◆ How to complete this task
Retype all the data word for word.

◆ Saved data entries
-- Opening Marker --

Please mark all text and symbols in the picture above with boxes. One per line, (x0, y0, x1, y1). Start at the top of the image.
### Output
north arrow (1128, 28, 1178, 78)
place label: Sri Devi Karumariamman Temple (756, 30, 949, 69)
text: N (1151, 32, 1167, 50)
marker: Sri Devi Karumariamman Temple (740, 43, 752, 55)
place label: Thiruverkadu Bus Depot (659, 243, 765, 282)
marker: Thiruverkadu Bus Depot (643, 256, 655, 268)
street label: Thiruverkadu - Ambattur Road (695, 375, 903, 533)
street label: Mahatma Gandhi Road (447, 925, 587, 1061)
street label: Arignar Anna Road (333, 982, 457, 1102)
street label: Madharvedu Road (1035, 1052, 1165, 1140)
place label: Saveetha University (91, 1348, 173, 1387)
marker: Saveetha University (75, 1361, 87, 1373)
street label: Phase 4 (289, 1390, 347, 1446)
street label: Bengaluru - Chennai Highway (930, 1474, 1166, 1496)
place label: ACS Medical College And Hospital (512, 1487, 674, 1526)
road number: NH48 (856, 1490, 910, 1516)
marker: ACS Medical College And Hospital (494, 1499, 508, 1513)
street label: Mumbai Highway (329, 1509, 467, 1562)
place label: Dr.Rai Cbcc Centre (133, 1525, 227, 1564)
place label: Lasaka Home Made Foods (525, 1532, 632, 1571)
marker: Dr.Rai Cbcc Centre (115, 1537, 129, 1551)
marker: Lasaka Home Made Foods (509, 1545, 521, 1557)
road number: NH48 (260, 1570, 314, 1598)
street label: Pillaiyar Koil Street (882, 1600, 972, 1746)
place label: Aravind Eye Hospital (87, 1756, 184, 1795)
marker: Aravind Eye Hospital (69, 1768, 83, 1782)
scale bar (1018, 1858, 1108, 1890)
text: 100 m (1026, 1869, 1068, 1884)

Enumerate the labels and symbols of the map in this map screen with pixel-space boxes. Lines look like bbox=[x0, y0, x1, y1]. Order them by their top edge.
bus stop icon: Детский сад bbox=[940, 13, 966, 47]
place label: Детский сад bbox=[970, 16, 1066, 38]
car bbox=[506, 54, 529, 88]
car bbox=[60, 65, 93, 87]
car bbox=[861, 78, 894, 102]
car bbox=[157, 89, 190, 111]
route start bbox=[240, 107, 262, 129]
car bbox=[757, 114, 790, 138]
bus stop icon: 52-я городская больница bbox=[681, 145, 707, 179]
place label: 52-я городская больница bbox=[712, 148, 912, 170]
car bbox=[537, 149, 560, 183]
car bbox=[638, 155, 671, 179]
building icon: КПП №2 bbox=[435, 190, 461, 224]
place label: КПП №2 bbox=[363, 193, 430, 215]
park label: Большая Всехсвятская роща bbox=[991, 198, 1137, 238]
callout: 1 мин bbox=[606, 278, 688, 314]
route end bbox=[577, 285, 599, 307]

-- Closing Marker --

◆ Response area
Please mark all text and symbols in the picture above with boxes. One per line, (x0, y0, x1, y1). Start at the top of the image.
### Output
north arrow (1128, 28, 1178, 78)
place label: Sri Devi Karumariamman Temple (756, 30, 949, 69)
text: N (1151, 32, 1167, 50)
marker: Sri Devi Karumariamman Temple (740, 43, 752, 55)
place label: Thiruverkadu Bus Depot (659, 243, 765, 282)
marker: Thiruverkadu Bus Depot (643, 256, 655, 268)
street label: Thiruverkadu - Ambattur Road (695, 375, 903, 533)
street label: Mahatma Gandhi Road (447, 925, 587, 1061)
street label: Arignar Anna Road (333, 982, 457, 1102)
street label: Madharvedu Road (1035, 1052, 1165, 1140)
place label: Saveetha University (91, 1348, 173, 1387)
marker: Saveetha University (75, 1361, 87, 1373)
street label: Phase 4 (289, 1390, 347, 1446)
street label: Bengaluru - Chennai Highway (930, 1474, 1166, 1496)
place label: ACS Medical College And Hospital (512, 1487, 674, 1526)
road number: NH48 (856, 1490, 910, 1516)
marker: ACS Medical College And Hospital (494, 1499, 508, 1513)
street label: Mumbai Highway (329, 1509, 467, 1562)
place label: Dr.Rai Cbcc Centre (133, 1525, 227, 1564)
place label: Lasaka Home Made Foods (525, 1532, 632, 1571)
marker: Dr.Rai Cbcc Centre (115, 1537, 129, 1551)
marker: Lasaka Home Made Foods (509, 1545, 521, 1557)
road number: NH48 (260, 1570, 314, 1598)
street label: Pillaiyar Koil Street (882, 1600, 972, 1746)
place label: Aravind Eye Hospital (87, 1756, 184, 1795)
marker: Aravind Eye Hospital (69, 1768, 83, 1782)
scale bar (1018, 1858, 1108, 1890)
text: 100 m (1026, 1869, 1068, 1884)

Enumerate the labels and symbols of the map in this map screen with pixel-space boxes. Lines look like bbox=[x0, y0, x1, y1]. Order them by their top edge.
bus stop icon: Детский сад bbox=[940, 13, 966, 47]
place label: Детский сад bbox=[970, 16, 1066, 38]
car bbox=[506, 54, 529, 88]
car bbox=[60, 65, 93, 87]
car bbox=[861, 78, 894, 102]
car bbox=[157, 89, 190, 111]
route start bbox=[240, 107, 262, 129]
car bbox=[757, 114, 790, 138]
bus stop icon: 52-я городская больница bbox=[681, 145, 707, 179]
place label: 52-я городская больница bbox=[712, 148, 912, 170]
car bbox=[537, 149, 560, 183]
car bbox=[638, 155, 671, 179]
building icon: КПП №2 bbox=[435, 190, 461, 224]
place label: КПП №2 bbox=[363, 193, 430, 215]
park label: Большая Всехсвятская роща bbox=[991, 198, 1137, 238]
callout: 1 мин bbox=[606, 278, 688, 314]
route end bbox=[577, 285, 599, 307]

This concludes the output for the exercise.